Rep. Mike Simpson (R-Idaho) is trying to foment a long-shot Democratic rebellion against Speaker Nancy Pelosi (D-Calif.) that would install House Majority Leader Steny Hoyer (D-Md.) in her place after the November elections.
The scenario, as Simpson sees it, runs like this: Democrats lose a bunch of seats but cling to a narrow majority. If a handful of Democrats withhold their votes for Pelosi, Democrats would have to put up another candidate, or else Minority Leader John Boehner (R-Ohio) would become Speaker.
“I’m trying to help Steny,” Simpson said with a smile. “If it gets close enough, six or eight Blue Dogs could make the difference,” he added, referring to the Blue Dog Coalition of fiscally conservative House Democrats.
Simpson said a similar dynamic toppled Newt Gingrich (R-Ga.) from the Speaker’s post after losses in the 1998 elections left Republicans clinging to a narrow majority.
Simpson tried to recruit Rep. Walt Minnick (Idaho), one of the most conservative Democrats in the House, to back the idea during a plane trip home in May.
The Idaho Statesman reported last month that Minnick declined to discuss his conversation with Simpson but left open the possibility of voting for someone other than Pelosi. Minnick also noted in an interview with the Idaho Statesman that the Speaker is elected by the whole House, not just the ruling party.
Aides to Pelosi and Hoyer, however, dismissed Simpson’s plotting as baseless partisan mischief.
“Mike Simpson is trying to cause trouble here, but no Democrat has indicated that they wouldn’t support the Speaker,” Pelosi spokesman Brendan Daly said. “There is nothing to this story.”
“Mr. Hoyer is focused on keeping the House in Democratic hands and being Majority Leader in the next Congress,” Hoyer spokeswoman Katie Grant said.

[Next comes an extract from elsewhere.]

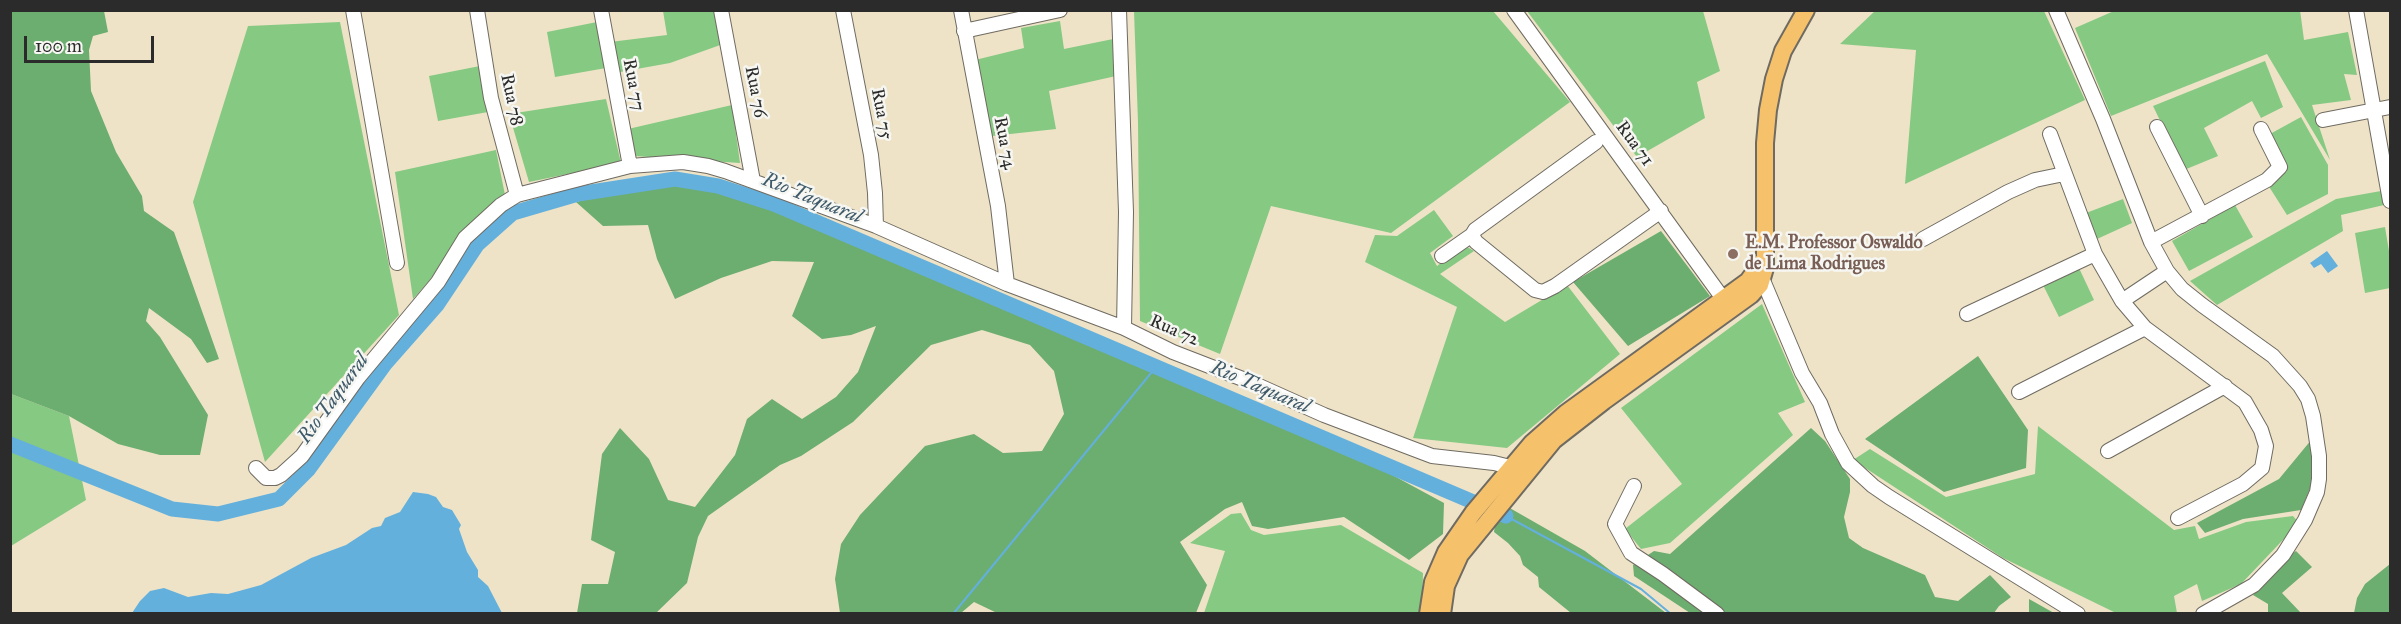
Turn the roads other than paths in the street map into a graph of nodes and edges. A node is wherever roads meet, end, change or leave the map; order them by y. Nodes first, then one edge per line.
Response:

Hoyer, indeed, hasn’t given any hint of challenging the Speaker. He has appeared at peace with his role as her No. 2 several years after the top two Democrats waged a fierce leadership battle when Democrats were still in the minority.
Simpson didn’t deny his attempt at troublemaking. He said his idea was his own and not some grand Republican plan.
“I’m just lobbing hand grenades,” he said with a chuckle.